◆ **TASK DIRECTIONS**: Every line in the records below with the string "Monseñor" needs to be copied out.

[Stored items]
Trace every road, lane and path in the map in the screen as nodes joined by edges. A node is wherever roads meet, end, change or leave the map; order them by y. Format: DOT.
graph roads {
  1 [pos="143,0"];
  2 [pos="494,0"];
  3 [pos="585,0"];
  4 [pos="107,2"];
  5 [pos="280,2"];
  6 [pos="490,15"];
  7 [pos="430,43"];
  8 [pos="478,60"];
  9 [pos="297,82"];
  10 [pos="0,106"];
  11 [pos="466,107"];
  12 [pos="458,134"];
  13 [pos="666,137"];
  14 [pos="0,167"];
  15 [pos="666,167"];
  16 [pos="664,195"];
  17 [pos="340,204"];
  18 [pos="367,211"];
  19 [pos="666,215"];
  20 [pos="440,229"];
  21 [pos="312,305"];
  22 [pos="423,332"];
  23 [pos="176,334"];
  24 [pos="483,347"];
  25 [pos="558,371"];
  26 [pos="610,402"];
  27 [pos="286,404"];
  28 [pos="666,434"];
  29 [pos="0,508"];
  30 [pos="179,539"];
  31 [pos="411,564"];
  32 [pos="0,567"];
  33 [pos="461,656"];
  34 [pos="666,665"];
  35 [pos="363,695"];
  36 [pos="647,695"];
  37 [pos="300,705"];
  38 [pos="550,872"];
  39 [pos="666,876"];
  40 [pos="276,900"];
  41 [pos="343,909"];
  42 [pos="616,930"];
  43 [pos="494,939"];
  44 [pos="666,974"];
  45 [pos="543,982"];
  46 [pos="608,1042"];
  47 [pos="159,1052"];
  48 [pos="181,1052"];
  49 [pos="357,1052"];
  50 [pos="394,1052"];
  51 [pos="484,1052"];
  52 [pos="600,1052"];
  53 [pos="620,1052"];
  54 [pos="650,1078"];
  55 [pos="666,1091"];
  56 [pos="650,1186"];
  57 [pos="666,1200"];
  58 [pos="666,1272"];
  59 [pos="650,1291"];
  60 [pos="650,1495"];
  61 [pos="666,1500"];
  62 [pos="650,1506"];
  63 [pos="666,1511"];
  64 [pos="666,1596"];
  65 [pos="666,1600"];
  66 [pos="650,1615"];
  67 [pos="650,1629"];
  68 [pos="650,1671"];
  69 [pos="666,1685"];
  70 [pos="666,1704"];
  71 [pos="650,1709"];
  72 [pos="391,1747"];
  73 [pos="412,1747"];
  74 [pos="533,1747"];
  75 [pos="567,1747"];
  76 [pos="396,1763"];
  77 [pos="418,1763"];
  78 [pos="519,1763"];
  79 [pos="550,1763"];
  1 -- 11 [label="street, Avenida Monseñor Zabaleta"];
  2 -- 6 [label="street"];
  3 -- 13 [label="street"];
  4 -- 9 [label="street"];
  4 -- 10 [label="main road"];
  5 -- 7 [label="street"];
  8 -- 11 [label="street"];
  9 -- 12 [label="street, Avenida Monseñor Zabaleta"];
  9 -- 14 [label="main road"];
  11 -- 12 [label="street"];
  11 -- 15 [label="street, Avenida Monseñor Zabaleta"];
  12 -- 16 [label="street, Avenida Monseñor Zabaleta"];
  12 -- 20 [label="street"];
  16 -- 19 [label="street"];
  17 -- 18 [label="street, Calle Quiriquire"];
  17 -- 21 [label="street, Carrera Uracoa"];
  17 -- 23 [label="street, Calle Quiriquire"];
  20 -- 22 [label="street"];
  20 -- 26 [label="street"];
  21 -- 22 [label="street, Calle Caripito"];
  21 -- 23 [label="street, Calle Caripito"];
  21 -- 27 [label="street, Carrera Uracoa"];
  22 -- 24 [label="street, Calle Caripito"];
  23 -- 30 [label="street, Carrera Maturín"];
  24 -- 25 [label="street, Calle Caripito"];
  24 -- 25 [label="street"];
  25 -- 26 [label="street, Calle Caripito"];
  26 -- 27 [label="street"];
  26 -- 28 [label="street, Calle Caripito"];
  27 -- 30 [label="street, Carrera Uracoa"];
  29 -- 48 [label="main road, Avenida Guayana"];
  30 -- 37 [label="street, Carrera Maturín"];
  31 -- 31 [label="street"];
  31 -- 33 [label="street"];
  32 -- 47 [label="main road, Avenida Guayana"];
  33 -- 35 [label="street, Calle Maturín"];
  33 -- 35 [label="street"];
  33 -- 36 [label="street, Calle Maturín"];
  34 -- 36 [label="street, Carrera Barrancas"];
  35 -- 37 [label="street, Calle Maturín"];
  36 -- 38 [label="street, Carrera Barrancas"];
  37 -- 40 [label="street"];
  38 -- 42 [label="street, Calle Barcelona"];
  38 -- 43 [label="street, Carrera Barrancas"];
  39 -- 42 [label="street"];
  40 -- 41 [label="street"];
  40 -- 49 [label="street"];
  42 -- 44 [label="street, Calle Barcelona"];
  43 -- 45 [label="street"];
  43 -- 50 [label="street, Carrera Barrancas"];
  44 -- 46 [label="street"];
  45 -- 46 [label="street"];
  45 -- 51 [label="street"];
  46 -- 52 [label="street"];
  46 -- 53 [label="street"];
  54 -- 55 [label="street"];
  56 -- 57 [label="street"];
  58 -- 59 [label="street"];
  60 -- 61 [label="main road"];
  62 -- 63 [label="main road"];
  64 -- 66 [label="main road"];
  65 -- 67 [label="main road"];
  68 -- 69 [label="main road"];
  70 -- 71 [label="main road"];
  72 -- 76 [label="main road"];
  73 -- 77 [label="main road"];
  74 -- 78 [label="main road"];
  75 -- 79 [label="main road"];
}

◆ **OUTPUT BELOW**:
  1 -- 11 [label="street, Avenida Monseñor Zabaleta"];
  9 -- 12 [label="street, Avenida Monseñor Zabaleta"];
  11 -- 15 [label="street, Avenida Monseñor Zabaleta"];
  12 -- 16 [label="street, Avenida Monseñor Zabaleta"];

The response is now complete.